My Lords, that concludes the Statement.
My Lords, I thank the noble Lord for repeating that emergency and unprecedented Statement. He will know, as the rest of the House does, that I lay no claim to being the greatest expert on finance in this House, but I think we can all see that the television correspondent who said last night that the tax change was one of the most spectacular political blunders of modern times was, if anything, making an understatement.
All of us who were out campaigning in the recent local elections know that the astonishing meltdown in the Labour vote has been related directly to the sense of shock and injustice across the country that a Labour Government could have set out to target the poor. When I look across the Chamber and see those stalwart servants of a great party who have given a lifetime to the Labour movement, I know not one of them gave their service for that.
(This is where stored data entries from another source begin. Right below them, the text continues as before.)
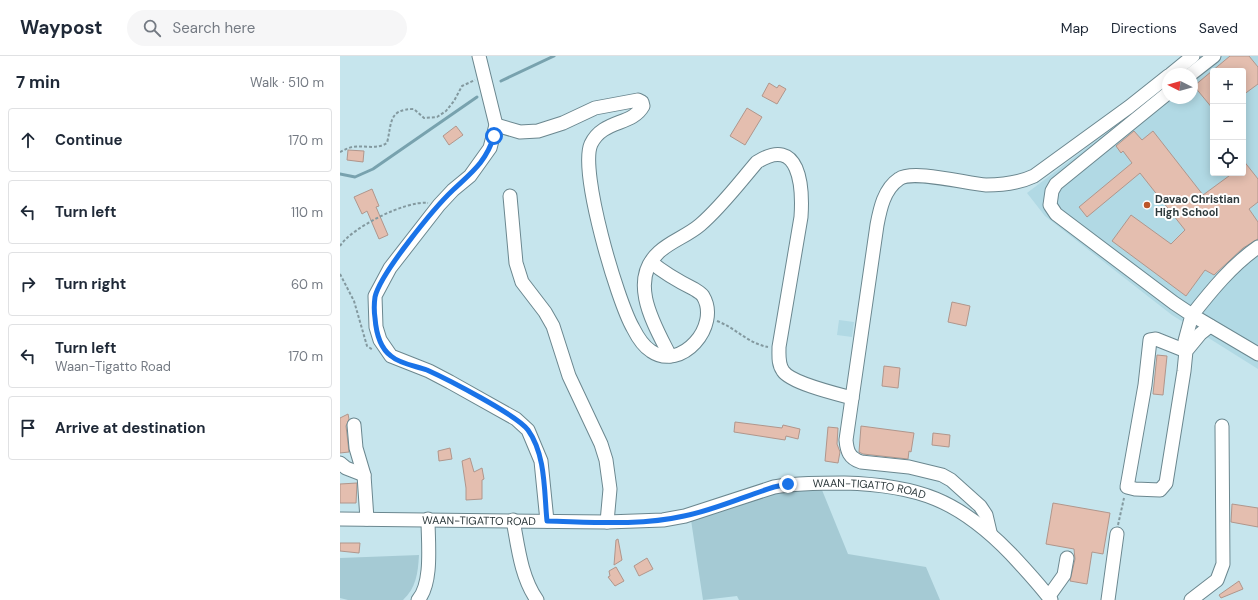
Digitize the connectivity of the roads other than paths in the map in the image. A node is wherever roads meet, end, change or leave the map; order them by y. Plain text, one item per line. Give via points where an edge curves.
1 (479, 56) edge
2 (1193, 56) edge
3 (1214, 56) edge
4 (1178, 68) edge
5 (1198, 69) edge
6 (1162, 81) edge
7 (1162, 98) edge
8 (496, 125) junction
9 (510, 196) dead end
10 (1258, 247) edge
11 (651, 262) junction
12 (1192, 315) junction
13 (1210, 326) junction
14 (1186, 349) junction
15 (1256, 350) edge
16 (670, 356) junction
17 (852, 398) junction
18 (354, 425) dead end
19 (1222, 426) dead end
20 (340, 463) edge
21 (364, 475) junction
22 (340, 519) edge
23 (367, 519) junction
24 (428, 519) junction
25 (513, 520) junction
26 (547, 521) junction
27 (607, 522) junction
28 (990, 532) junction
29 (1117, 534) road end
30 (1067, 558) dead end
31 (1050, 598) edge
32 (418, 600) edge
33 (537, 600) edge
34 (1108, 600) edge
35 (1191, 600) edge

1 - 8 street
2 - 4 street
3 - 5 street
6 - 17 street via 1034,176 1022,182 986,184 922,176 899,178 884,199 877,225
7 - 12 street via 1056,184 1050,205 1056,214
8 - 16 street via 520,132 538,132 595,108 638,100 642,102 640,112 635,116 606,127 596,135 590,145 590,182 605,247 632,327 652,351
8 - 26 street via 490,148 481,162 439,205 401,252 381,282 375,296 376,328 382,345 391,356 445,379 516,419 528,430 541,461
9 - 27 street via 516,263 522,282 553,326 569,376 606,460 610,490
10 - 12 street via 1206,295
11 - 16 street via 644,284 646,302
11 - 16 street via 679,282 702,294 708,304 708,318 704,331 695,344
11 - 17 street via 659,252 699,226 757,162 769,154 785,155 797,171 802,203 779,347 780,366 787,376
12 - 13 street
12 - 14 street via 1185,341
13 - 14 street
13 - 15 street
14 - 14 street via 1156,339 1150,340 1145,385 1126,487 1160,490 1166,483
17 - 28 street via 846,440 847,448 854,460 909,467 942,475 980,506 986,515
18 - 21 street via 356,448
19 - 35 street via 1223,564 1217,580
20 - 21 street
21 - 23 street
22 - 23 street, WAAN-TIGATTO ROAD
23 - 24 street, WAAN-TIGATTO ROAD
24 - 25 street, WAAN-TIGATTO ROAD
24 - 32 street via 428,575 423,594
25 - 26 street, WAAN-TIGATTO ROAD
25 - 33 street via 519,556
26 - 27 street, WAAN-TIGATTO ROAD
27 - 28 street, WAAN-TIGATTO ROAD via 686,516 788,484 868,484 897,487 937,499 962,512
28 - 31 street, WAAN-TIGATTO ROAD
29 - 34 street
30 - 31 street via 1064,575

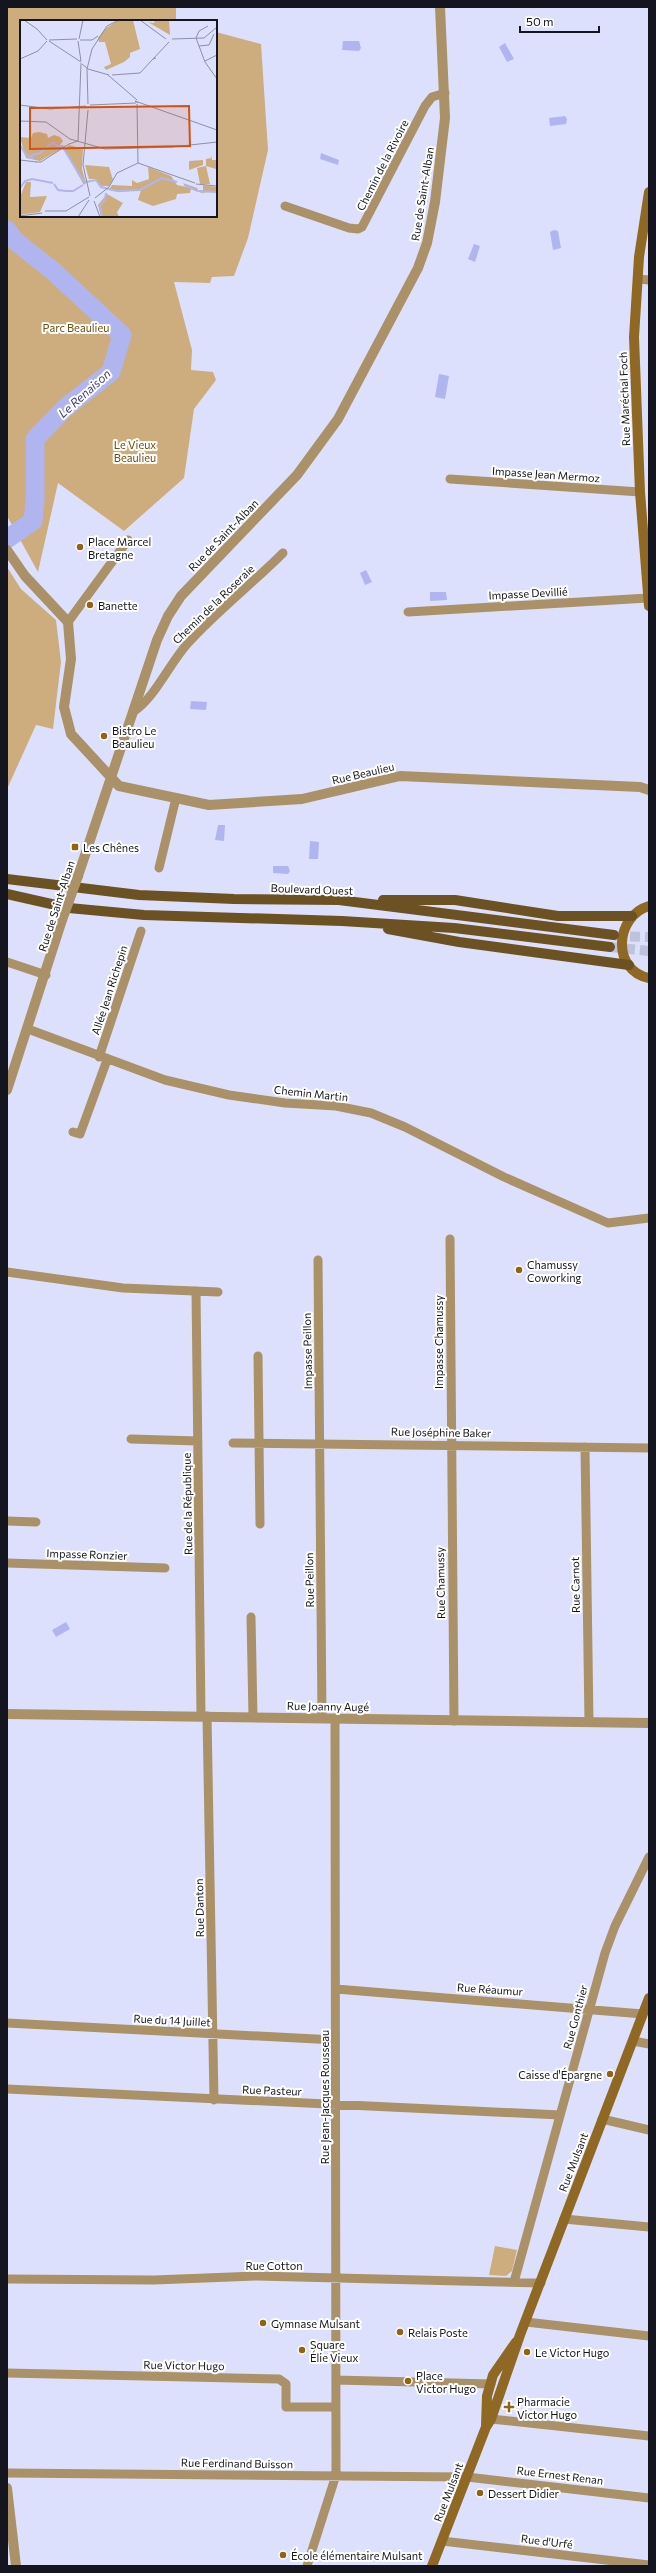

What is worse is that the cut in low take-home pay has kicked in at the very time when household budgets are being poleaxed by rises in fuel and food prices. They face new taxes on their meals, their cars, their quiet pint or their glass of wine. Even their dustbins are now to be taxed almost daily. It comes in when inflation has jumped by the largest amount for six years, and it comes in when even the Housing Minister has let slip that house prices will fall by up to 10 per cent this year and, as she puts it:
“We can’t know how bad it will get”.
People are hurting. Ordinary families are fearful, and that is why this decision has hit homes so hard. They feel that the Government simply do not understand.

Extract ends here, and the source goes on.